> **MATERIAL SHOWN**:
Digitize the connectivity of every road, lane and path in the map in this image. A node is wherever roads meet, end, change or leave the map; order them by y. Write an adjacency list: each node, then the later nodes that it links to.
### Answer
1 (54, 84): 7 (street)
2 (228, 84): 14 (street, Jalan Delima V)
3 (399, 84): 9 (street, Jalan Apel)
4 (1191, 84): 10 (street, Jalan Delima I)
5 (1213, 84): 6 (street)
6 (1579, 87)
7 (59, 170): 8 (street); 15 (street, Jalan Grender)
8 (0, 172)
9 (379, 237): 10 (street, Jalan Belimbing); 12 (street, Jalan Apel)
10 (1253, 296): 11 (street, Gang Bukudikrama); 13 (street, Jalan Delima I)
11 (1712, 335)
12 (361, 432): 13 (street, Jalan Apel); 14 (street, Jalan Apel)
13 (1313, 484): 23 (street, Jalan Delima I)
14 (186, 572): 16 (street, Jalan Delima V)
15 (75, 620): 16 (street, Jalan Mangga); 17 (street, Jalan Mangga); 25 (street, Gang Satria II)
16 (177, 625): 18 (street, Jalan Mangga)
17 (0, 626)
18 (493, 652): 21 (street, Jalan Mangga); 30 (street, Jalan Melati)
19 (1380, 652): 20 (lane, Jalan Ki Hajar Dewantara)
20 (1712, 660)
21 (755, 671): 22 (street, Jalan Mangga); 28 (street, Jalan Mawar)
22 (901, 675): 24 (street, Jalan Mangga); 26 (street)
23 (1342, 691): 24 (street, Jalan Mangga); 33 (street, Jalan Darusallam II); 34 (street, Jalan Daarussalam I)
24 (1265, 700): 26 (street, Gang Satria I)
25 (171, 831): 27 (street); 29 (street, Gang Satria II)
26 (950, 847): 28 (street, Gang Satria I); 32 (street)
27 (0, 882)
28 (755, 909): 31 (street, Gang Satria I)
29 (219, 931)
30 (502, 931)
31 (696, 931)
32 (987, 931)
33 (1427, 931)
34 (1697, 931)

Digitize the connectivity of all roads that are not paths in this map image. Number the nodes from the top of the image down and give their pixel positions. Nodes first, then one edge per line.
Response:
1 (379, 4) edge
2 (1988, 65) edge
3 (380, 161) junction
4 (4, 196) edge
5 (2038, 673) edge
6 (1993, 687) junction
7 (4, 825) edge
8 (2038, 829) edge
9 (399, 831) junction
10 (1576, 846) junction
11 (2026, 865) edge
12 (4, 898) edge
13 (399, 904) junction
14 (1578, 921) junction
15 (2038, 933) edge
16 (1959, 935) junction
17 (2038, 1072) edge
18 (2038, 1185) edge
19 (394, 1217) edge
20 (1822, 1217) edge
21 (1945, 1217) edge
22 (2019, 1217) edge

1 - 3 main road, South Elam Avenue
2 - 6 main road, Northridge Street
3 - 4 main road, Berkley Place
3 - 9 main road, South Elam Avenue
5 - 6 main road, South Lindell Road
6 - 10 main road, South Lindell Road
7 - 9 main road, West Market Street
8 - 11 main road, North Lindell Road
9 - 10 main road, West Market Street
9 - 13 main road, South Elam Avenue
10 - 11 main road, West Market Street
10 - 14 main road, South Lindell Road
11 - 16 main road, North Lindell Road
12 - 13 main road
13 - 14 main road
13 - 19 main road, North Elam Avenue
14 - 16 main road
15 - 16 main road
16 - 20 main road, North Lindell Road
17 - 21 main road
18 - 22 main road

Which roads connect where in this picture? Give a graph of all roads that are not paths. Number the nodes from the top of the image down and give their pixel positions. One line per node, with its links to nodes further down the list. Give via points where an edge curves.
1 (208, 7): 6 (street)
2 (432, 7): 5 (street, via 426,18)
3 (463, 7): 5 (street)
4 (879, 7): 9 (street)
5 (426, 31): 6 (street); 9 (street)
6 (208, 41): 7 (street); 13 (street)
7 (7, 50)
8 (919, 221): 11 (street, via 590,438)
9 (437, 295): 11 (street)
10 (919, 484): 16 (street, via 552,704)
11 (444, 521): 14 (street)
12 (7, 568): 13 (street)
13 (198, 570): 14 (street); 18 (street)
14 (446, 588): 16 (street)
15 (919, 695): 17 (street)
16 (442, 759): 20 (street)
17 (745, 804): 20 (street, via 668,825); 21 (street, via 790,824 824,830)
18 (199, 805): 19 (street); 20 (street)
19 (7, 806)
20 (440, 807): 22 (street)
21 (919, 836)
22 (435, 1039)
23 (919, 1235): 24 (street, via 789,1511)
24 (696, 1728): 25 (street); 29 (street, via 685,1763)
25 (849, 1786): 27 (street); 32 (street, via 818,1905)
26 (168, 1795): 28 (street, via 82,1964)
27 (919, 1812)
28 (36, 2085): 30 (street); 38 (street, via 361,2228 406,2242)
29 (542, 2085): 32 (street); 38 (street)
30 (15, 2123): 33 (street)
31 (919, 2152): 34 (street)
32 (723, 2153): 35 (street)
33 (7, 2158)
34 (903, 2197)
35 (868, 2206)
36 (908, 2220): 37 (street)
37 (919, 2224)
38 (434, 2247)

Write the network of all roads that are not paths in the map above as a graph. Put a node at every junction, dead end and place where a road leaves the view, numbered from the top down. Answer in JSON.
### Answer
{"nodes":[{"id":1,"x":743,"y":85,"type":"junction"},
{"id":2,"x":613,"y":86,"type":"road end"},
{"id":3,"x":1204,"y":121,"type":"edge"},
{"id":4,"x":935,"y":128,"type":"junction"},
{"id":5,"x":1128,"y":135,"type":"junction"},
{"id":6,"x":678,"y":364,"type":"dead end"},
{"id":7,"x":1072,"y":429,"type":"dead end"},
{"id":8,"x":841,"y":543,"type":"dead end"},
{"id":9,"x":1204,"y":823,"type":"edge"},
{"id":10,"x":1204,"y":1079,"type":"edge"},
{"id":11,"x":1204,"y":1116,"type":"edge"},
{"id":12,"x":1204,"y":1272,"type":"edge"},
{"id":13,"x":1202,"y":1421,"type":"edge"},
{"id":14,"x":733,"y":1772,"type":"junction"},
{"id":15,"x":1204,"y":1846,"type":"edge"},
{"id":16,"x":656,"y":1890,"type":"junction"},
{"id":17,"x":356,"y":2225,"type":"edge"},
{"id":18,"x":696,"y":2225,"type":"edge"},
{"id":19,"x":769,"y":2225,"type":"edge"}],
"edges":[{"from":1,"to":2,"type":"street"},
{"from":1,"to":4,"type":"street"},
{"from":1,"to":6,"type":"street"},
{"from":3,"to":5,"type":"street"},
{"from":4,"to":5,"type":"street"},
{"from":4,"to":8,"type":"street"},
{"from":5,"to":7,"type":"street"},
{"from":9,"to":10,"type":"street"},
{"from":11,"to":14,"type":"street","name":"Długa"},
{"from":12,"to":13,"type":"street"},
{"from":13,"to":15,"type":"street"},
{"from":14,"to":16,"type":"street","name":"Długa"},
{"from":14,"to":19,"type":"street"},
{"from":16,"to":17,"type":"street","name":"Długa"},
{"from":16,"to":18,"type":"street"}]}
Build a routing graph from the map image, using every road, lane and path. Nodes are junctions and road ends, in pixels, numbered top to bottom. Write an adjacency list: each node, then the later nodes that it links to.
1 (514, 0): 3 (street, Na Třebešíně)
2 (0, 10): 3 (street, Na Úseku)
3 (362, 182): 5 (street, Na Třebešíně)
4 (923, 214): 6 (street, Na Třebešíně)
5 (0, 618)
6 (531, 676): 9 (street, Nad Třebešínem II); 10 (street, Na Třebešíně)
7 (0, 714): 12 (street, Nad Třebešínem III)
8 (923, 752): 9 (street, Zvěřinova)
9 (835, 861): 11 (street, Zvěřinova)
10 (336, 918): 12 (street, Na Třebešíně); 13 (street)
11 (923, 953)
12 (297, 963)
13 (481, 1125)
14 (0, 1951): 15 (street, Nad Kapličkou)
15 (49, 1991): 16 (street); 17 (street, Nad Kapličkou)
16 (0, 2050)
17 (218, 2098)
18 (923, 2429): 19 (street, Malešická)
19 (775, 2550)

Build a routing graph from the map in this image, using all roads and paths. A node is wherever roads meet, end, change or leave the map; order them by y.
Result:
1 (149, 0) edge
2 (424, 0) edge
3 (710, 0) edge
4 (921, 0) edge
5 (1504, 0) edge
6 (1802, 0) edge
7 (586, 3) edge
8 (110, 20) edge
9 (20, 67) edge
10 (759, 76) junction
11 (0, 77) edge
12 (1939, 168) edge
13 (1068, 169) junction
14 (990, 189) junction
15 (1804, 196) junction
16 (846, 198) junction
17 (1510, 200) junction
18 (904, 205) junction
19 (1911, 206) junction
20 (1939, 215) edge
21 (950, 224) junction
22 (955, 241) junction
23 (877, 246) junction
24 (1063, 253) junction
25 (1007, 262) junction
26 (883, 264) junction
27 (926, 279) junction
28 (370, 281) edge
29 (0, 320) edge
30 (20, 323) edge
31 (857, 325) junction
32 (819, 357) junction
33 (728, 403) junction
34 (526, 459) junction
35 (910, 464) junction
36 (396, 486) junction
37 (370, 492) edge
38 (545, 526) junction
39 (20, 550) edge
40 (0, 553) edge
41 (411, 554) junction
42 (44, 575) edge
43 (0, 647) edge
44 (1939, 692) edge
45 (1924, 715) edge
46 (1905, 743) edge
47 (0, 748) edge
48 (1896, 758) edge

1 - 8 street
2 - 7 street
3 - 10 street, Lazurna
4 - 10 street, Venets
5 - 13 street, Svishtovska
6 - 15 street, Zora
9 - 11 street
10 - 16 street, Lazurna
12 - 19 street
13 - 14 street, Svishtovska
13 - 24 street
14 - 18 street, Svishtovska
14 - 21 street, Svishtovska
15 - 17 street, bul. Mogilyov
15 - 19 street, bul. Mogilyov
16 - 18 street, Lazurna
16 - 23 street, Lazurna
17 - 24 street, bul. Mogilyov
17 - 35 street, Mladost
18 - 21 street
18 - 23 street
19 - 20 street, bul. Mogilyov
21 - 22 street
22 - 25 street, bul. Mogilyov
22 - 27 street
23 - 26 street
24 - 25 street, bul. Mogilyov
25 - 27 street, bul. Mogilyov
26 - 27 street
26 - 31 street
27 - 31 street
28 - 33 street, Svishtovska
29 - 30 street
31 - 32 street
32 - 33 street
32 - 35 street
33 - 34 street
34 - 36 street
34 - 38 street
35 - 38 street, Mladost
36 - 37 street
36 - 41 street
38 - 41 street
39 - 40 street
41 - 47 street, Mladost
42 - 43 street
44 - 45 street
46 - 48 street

> **EXERCISE**: Report every line of the preceding listing where the string "Write" occurs.

> **WRITTEN SOLUTION**:
Digitize the connectivity of every road, lane and path in the map in this image. A node is wherever roads meet, end, change or leave the map; order them by y. Write an adjacency list: each node, then the later nodes that it links to.
Write the network of all roads that are not paths in the map above as a graph. Put a node at every junction, dead end and place where a road leaves the view, numbered from the top down. Answer in JSON.
Build a routing graph from the map image, using every road, lane and path. Nodes are junctions and road ends, in pixels, numbered top to bottom. Write an adjacency list: each node, then the later nodes that it links to.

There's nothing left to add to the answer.